I strongly agree that part of the purpose of the schemes in pilot areas will be to encourage, where suitable, more walking to school. Walking to school involves a set of issues to do with safety and security. One of the reasons why some parents do not want their children to walk to school nowadays, yet might have contemplated it 20 or 40 years ago, is the fear of what might happen in terms of criminal activity, attacks on the children and so forth. Projects such as walking buses that are pursued as part of safer routes to school programmes are to be encouraged, and I hope that they will be developed under the pilots.

The hon. Member for Harrogate and Knaresborough quoted the figure of £2 billion. It is worth taking the opportunity to remind the House that that is a global sum—it is not just for schools and health, but includes all concessionary travel, such as that for the elderly and disabled, and fuel duty rebates. The figure for education is about £600,000. That is still a sizeable amount of money, and I agree that it provides us with an opportunity to achieve a bigger impact. The underlying purpose of the Bill—I acknowledge and welcome the hon. Gentleman's support for that, even though he may disagree with the way in which we are proceeding—is not to cut that money. We are saying not "Let's spend less on school transport", but "There is a lot of money in the system and we want to ensure that it is spent as effectively as possible."

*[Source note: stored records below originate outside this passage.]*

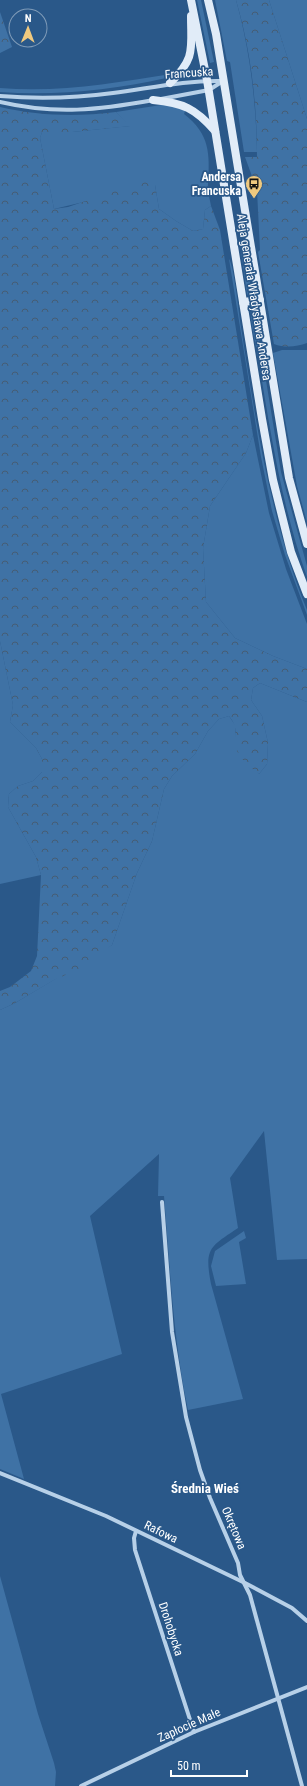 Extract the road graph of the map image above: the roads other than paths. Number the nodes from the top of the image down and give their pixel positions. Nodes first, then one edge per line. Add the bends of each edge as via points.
1 (191, 0) edge
2 (208, 0) edge
3 (208, 80) junction
4 (224, 81) junction
5 (170, 83) junction
6 (209, 90) junction
7 (0, 96) edge
8 (153, 100) junction
9 (0, 102) edge
10 (215, 131) junction
11 (260, 300) junction
12 (243, 302) junction
13 (307, 544) edge
14 (307, 594) edge
15 (162, 1202) dead end
16 (0, 1473) edge
17 (136, 1531) junction
18 (245, 1583) junction
19 (307, 1621) edge
20 (307, 1687) edge
21 (279, 1699) junction
22 (194, 1732) junction
23 (82, 1786) edge
24 (302, 1786) edge

1 - 3 main road, Aleja generała Władysława Andersa
1 - 5 main road via 190,54 184,69
2 - 4 main road, Aleja generała Władysława Andersa
3 - 4 street, Francuska
3 - 5 street, Francuska
3 - 6 main road, Aleja generała Władysława Andersa
4 - 6 street, Francuska
4 - 11 main road, Aleja generała Władysława Andersa
5 - 7 street, Francuska via 65,98
6 - 8 street, Francuska
6 - 10 main road, Aleja generała Władysława Andersa
8 - 9 street, Francuska via 93,110 69,111
8 - 10 main road via 180,104 192,109
10 - 12 main road, Aleja generała Władysława Andersa
11 - 12 main road
11 - 13 main road, Aleja generała Władysława Andersa via 289,478
12 - 14 main road, Aleja generała Władysława Andersa via 273,480 291,552
15 - 18 street, Okrętowa via 172,1332 186,1417 200,1470
16 - 17 street, Rafowa via 74,1502
17 - 18 street, Rafowa
17 - 22 street, Drohobycka via 135,1550
18 - 19 street, Rafowa via 292,1608
18 - 21 street, Okrętowa
20 - 21 street, Zapłocie Małe
21 - 22 street, Zapłocie Małe
21 - 24 street, Okrętowa
22 - 23 street, Zapłocie Małe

The hon. Gentleman, inadvertently I think, set out a good argument for what we are trying to do when he cited the example of parents having a preference for, say, a specialist school or an academy. As he knows, the entitlement does not exist under the present system unless that specialist school or academy is the nearest suitable school. One of the possibilities of the Bill is that a local authority in a pilot area might decide to provide transport on a concessionary basis for pupils going to those schools, who currently may not benefit from it. The hon. Member for Hereford (Mr. Keetch) gave a good example of how scheme authorities could respond to the concern that he raised.

The hon. Member for Harrogate and Knaresborough said that this is an urban Bill. I would dispute that. In Northumberland, an example of a rural area that was cited on Second Reading and in Committee, only 16 per cent. of pupils travel more than 3 miles to school. The Bill has potential benefits even in a very sparsely populated local authority area such as that.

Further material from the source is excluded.